Saved entries:
· · · · · · ·

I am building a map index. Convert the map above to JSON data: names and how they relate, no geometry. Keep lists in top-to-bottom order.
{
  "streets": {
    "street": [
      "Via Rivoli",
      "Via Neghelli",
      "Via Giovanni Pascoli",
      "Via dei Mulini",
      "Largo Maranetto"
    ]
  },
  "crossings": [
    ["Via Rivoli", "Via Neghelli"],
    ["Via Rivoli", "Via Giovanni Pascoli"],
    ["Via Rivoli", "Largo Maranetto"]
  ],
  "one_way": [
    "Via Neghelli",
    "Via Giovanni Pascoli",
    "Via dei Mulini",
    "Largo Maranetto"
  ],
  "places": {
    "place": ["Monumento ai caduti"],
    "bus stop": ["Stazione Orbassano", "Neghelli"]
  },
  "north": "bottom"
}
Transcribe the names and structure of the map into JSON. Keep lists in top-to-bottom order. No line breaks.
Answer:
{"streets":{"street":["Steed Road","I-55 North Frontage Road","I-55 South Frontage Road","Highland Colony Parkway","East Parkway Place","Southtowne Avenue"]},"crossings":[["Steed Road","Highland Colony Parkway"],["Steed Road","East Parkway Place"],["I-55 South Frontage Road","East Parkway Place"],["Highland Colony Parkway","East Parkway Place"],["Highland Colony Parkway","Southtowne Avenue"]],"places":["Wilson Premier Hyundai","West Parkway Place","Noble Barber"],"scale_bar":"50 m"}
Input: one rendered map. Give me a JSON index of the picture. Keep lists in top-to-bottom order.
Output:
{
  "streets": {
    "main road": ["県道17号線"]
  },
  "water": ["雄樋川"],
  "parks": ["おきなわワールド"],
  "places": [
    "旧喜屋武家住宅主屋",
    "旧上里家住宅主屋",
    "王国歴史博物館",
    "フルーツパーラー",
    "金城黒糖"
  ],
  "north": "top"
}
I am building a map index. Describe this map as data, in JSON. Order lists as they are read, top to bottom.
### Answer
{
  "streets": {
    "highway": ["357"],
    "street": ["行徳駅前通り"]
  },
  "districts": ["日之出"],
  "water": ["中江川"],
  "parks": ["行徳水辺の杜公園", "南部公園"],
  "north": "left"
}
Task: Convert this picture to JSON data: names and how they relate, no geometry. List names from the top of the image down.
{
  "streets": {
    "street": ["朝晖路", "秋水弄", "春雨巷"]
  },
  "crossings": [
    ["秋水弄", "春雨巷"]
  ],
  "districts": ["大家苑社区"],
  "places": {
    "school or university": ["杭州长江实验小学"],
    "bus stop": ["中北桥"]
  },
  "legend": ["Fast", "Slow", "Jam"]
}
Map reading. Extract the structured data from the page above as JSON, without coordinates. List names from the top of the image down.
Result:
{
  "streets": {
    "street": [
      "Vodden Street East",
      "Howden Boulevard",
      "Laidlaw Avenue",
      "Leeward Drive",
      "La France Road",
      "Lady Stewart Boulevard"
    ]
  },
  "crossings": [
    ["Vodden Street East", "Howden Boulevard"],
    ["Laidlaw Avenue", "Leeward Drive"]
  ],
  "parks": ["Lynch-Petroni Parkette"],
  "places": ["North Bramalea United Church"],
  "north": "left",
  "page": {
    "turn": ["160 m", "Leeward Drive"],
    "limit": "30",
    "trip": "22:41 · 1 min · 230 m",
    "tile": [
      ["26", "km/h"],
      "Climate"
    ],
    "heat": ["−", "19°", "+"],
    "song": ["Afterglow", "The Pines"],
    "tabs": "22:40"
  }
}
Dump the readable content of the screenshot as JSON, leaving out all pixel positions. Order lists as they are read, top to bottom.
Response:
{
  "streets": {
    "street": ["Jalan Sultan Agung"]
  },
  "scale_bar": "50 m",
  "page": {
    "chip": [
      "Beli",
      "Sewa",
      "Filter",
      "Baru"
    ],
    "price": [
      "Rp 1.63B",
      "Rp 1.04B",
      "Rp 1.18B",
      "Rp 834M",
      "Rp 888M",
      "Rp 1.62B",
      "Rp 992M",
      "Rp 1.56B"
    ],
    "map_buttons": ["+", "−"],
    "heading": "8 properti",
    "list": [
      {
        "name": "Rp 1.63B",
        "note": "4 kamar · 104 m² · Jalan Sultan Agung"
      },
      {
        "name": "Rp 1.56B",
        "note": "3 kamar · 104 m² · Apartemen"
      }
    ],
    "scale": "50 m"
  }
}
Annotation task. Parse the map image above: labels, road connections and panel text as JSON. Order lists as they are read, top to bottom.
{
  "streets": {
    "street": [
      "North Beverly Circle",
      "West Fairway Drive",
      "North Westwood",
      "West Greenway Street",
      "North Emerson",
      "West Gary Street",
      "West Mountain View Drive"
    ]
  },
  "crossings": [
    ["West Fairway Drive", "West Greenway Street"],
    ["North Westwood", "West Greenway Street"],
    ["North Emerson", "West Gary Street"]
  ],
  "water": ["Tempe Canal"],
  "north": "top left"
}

· · · · · · ·

* [TRY IT]
An exact copy of every record is needed; write it out in full.

* [ANSWER FOR THIS EXERCISE]
I am building a map index. Convert the map above to JSON data: names and how they relate, no geometry. Keep lists in top-to-bottom order.
{
  "streets": {
    "street": [
      "Via Rivoli",
      "Via Neghelli",
      "Via Giovanni Pascoli",
      "Via dei Mulini",
      "Largo Maranetto"
    ]
  },
  "crossings": [
    ["Via Rivoli", "Via Neghelli"],
    ["Via Rivoli", "Via Giovanni Pascoli"],
    ["Via Rivoli", "Largo Maranetto"]
  ],
  "one_way": [
    "Via Neghelli",
    "Via Giovanni Pascoli",
    "Via dei Mulini",
    "Largo Maranetto"
  ],
  "places": {
    "place": ["Monumento ai caduti"],
    "bus stop": ["Stazione Orbassano", "Neghelli"]
  },
  "north": "bottom"
}
Transcribe the names and structure of the map into JSON. Keep lists in top-to-bottom order. No line breaks.
Answer:
{"streets":{"street":["Steed Road","I-55 North Frontage Road","I-55 South Frontage Road","Highland Colony Parkway","East Parkway Place","Southtowne Avenue"]},"crossings":[["Steed Road","Highland Colony Parkway"],["Steed Road","East Parkway Place"],["I-55 South Frontage Road","East Parkway Place"],["Highland Colony Parkway","East Parkway Place"],["Highland Colony Parkway","Southtowne Avenue"]],"places":["Wilson Premier Hyundai","West Parkway Place","Noble Barber"],"scale_bar":"50 m"}
Input: one rendered map. Give me a JSON index of the picture. Keep lists in top-to-bottom order.
Output:
{
  "streets": {
    "main road": ["県道17号線"]
  },
  "water": ["雄樋川"],
  "parks": ["おきなわワールド"],
  "places": [
    "旧喜屋武家住宅主屋",
    "旧上里家住宅主屋",
    "王国歴史博物館",
    "フルーツパーラー",
    "金城黒糖"
  ],
  "north": "top"
}
I am building a map index. Describe this map as data, in JSON. Order lists as they are read, top to bottom.
### Answer
{
  "streets": {
    "highway": ["357"],
    "street": ["行徳駅前通り"]
  },
  "districts": ["日之出"],
  "water": ["中江川"],
  "parks": ["行徳水辺の杜公園", "南部公園"],
  "north": "left"
}
Task: Convert this picture to JSON data: names and how they relate, no geometry. List names from the top of the image down.
{
  "streets": {
    "street": ["朝晖路", "秋水弄", "春雨巷"]
  },
  "crossings": [
    ["秋水弄", "春雨巷"]
  ],
  "districts": ["大家苑社区"],
  "places": {
    "school or university": ["杭州长江实验小学"],
    "bus stop": ["中北桥"]
  },
  "legend": ["Fast", "Slow", "Jam"]
}
Map reading. Extract the structured data from the page above as JSON, without coordinates. List names from the top of the image down.
Result:
{
  "streets": {
    "street": [
      "Vodden Street East",
      "Howden Boulevard",
      "Laidlaw Avenue",
      "Leeward Drive",
      "La France Road",
      "Lady Stewart Boulevard"
    ]
  },
  "crossings": [
    ["Vodden Street East", "Howden Boulevard"],
    ["Laidlaw Avenue", "Leeward Drive"]
  ],
  "parks": ["Lynch-Petroni Parkette"],
  "places": ["North Bramalea United Church"],
  "north": "left",
  "page": {
    "turn": ["160 m", "Leeward Drive"],
    "limit": "30",
    "trip": "22:41 · 1 min · 230 m",
    "tile": [
      ["26", "km/h"],
      "Climate"
    ],
    "heat": ["−", "19°", "+"],
    "song": ["Afterglow", "The Pines"],
    "tabs": "22:40"
  }
}
Dump the readable content of the screenshot as JSON, leaving out all pixel positions. Order lists as they are read, top to bottom.
Response:
{
  "streets": {
    "street": ["Jalan Sultan Agung"]
  },
  "scale_bar": "50 m",
  "page": {
    "chip": [
      "Beli",
      "Sewa",
      "Filter",
      "Baru"
    ],
    "price": [
      "Rp 1.63B",
      "Rp 1.04B",
      "Rp 1.18B",
      "Rp 834M",
      "Rp 888M",
      "Rp 1.62B",
      "Rp 992M",
      "Rp 1.56B"
    ],
    "map_buttons": ["+", "−"],
    "heading": "8 properti",
    "list": [
      {
        "name": "Rp 1.63B",
        "note": "4 kamar · 104 m² · Jalan Sultan Agung"
      },
      {
        "name": "Rp 1.56B",
        "note": "3 kamar · 104 m² · Apartemen"
      }
    ],
    "scale": "50 m"
  }
}
Annotation task. Parse the map image above: labels, road connections and panel text as JSON. Order lists as they are read, top to bottom.
{
  "streets": {
    "street": [
      "North Beverly Circle",
      "West Fairway Drive",
      "North Westwood",
      "West Greenway Street",
      "North Emerson",
      "West Gary Street",
      "West Mountain View Drive"
    ]
  },
  "crossings": [
    ["West Fairway Drive", "West Greenway Street"],
    ["North Westwood", "West Greenway Street"],
    ["North Emerson", "West Gary Street"]
  ],
  "water": ["Tempe Canal"],
  "north": "top left"
}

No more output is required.